1. Key Concepts and Formulas

• Limit of a function: Understanding how to evaluate limits as a variable approaches a certain value, especially when direct substitution leads to an indeterminate form.
• Algebraic Manipulation for Limits: Techniques like multiplying by the conjugate to simplify expressions and resolve indeterminate forms.
• Trigonometric Identities and Standard Limits: Knowledge of inverse trigonometric identities (e.g., $\frac{\pi}{2} - \sin^{-1}x = \cos^{-1}x$) and standard limits (e.g., $\mathop {\lim }\limits_{\theta \to 0} \frac{\sin \theta}{\theta} = 1$).
• Substitution in Limits: Replacing a variable with another to simplify the limit expression and change the limit point.

2. Step-by-Step Solution

The problem asks us to evaluate the limit: $L = \mathop {\lim }\limits_{x \to {1^ - }} {{\sqrt \pi - \sqrt {2{{\sin }^{ - 1}}x} } \over {\sqrt {1 - x} }}$

• Step 1: Identify the Indeterminate Form.
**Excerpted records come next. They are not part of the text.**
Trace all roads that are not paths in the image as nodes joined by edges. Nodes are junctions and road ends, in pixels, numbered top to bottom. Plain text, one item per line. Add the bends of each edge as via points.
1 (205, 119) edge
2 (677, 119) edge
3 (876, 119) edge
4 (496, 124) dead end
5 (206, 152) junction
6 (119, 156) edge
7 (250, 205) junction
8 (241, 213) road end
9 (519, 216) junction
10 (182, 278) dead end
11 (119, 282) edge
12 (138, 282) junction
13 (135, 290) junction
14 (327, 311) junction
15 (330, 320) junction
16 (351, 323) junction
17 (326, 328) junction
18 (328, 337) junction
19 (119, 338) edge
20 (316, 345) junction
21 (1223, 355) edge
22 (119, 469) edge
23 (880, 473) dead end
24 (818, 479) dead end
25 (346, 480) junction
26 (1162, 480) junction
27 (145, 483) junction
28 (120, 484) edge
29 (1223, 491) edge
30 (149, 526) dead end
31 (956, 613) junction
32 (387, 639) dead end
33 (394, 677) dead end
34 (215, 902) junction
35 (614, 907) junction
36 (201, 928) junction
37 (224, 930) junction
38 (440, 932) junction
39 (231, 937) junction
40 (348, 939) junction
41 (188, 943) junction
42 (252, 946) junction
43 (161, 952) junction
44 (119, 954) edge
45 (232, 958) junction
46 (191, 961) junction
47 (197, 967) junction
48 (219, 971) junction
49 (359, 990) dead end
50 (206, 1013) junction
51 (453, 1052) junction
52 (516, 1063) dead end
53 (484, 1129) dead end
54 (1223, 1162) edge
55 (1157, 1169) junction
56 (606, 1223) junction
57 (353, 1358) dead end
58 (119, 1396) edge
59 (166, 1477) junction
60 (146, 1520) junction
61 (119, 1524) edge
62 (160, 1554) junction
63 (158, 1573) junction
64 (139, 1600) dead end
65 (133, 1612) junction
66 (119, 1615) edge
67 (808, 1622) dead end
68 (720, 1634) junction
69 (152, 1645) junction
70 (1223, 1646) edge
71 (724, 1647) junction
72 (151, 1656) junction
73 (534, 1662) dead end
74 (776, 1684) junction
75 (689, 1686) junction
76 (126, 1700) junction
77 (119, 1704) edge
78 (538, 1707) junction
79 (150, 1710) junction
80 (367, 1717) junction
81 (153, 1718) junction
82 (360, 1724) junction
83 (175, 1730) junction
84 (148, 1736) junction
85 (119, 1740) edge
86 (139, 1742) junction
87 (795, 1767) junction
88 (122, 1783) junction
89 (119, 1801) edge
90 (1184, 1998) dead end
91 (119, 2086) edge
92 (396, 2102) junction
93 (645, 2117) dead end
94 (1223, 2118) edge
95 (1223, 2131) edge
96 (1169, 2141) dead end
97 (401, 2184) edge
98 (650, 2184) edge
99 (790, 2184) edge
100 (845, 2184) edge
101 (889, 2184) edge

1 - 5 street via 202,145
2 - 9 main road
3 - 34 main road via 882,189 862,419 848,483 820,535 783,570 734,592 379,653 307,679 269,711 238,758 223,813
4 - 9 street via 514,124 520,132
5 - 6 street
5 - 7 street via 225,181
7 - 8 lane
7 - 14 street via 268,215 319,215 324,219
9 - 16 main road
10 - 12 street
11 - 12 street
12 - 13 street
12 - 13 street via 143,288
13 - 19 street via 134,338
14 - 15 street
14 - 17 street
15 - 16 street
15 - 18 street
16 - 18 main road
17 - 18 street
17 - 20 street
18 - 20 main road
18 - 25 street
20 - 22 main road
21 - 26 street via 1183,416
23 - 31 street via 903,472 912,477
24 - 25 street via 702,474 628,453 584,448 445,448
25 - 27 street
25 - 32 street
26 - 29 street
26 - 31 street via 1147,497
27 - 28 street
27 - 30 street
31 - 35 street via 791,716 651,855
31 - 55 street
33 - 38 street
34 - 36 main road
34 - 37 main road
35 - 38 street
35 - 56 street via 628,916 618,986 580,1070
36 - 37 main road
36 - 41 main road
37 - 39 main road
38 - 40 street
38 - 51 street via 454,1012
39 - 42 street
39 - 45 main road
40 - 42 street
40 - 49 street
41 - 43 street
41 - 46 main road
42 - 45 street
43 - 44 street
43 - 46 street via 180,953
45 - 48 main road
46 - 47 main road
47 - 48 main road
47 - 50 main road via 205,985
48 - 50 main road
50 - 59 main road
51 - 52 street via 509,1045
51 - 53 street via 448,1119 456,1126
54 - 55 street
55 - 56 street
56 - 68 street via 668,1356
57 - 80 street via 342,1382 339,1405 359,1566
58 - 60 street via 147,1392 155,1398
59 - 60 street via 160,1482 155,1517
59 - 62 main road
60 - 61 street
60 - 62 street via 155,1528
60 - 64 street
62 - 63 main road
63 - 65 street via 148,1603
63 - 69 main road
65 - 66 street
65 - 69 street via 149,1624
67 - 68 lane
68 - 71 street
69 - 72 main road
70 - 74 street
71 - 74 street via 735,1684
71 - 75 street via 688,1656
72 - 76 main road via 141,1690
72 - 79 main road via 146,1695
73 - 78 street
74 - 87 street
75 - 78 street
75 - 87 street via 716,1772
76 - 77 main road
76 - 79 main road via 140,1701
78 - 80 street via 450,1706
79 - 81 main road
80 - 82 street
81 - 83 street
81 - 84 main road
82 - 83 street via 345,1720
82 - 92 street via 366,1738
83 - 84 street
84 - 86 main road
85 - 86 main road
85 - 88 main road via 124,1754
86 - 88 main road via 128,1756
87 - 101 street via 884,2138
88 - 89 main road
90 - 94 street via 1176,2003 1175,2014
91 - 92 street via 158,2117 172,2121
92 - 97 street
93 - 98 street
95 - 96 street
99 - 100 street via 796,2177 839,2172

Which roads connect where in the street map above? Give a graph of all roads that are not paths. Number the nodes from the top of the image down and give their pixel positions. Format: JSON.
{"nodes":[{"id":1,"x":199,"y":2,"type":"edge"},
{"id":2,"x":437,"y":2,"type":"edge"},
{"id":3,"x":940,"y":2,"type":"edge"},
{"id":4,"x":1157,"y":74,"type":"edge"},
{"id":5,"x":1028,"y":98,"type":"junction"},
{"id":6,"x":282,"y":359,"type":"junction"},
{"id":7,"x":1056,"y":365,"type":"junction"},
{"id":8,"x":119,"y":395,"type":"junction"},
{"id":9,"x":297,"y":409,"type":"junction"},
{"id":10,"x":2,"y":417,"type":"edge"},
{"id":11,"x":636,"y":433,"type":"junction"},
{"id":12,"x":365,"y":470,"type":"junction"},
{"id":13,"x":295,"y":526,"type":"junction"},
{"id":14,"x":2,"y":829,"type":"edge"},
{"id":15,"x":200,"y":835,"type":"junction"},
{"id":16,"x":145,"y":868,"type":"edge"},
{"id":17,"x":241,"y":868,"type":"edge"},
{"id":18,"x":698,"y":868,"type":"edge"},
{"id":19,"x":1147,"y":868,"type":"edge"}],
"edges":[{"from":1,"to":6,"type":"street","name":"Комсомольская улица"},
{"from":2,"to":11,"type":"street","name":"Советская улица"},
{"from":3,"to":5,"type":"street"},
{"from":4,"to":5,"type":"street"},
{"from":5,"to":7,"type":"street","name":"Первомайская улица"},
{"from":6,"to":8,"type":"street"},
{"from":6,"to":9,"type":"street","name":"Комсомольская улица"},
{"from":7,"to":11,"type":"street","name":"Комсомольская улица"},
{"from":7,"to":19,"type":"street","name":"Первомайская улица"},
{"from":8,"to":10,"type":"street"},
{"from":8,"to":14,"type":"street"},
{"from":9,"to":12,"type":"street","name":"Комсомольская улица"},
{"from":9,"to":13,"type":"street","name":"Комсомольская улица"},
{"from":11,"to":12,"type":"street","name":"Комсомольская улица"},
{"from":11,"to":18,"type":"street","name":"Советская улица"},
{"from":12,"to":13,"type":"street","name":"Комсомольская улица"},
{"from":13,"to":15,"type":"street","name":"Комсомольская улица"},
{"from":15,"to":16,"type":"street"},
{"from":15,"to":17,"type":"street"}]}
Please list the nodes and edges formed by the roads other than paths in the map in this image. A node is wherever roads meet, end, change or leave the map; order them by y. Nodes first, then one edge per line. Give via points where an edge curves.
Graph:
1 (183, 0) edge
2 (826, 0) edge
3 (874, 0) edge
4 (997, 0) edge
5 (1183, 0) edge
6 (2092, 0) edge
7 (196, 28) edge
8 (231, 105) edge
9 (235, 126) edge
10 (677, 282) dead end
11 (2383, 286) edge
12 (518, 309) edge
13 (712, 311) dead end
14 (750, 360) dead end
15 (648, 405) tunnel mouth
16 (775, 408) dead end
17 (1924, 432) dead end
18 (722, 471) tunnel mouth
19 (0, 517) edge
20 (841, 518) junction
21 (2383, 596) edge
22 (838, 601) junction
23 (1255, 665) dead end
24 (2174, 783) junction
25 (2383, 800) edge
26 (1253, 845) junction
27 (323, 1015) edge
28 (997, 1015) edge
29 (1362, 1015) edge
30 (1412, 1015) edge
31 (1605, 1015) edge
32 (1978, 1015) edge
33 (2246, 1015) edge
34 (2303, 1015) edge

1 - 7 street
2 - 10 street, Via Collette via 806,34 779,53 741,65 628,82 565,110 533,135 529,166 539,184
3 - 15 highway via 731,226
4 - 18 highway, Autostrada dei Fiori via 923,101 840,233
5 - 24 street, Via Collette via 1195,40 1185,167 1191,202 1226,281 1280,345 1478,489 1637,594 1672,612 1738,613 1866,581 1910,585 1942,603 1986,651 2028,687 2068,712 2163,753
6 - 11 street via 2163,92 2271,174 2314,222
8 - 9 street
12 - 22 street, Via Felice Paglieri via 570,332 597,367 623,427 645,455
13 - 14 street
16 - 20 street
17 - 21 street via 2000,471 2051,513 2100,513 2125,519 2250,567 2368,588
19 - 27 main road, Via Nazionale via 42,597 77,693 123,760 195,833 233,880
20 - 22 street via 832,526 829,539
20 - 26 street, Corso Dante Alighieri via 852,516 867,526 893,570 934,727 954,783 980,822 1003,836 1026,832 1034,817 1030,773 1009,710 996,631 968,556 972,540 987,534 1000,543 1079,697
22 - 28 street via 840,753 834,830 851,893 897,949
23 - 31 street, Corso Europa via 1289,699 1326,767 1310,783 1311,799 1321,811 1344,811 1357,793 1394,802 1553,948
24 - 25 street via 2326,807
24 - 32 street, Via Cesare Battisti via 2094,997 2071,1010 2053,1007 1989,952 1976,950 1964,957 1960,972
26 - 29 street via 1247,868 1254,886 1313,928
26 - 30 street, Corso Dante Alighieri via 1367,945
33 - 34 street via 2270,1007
As $x \to 1^-$, $\sin^{-1}x \to \sin^{-1}(1) = \frac{\pi}{2}$. The numerator becomes $\sqrt{\pi} - \sqrt{2 \cdot \frac{\pi}{2}} = \sqrt{\pi} - \sqrt{\pi} = 0$. The denominator becomes $\sqrt{1-1} = \sqrt{0} = 0$. Thus, the limit is of the indeterminate form $\frac{0}{0}$.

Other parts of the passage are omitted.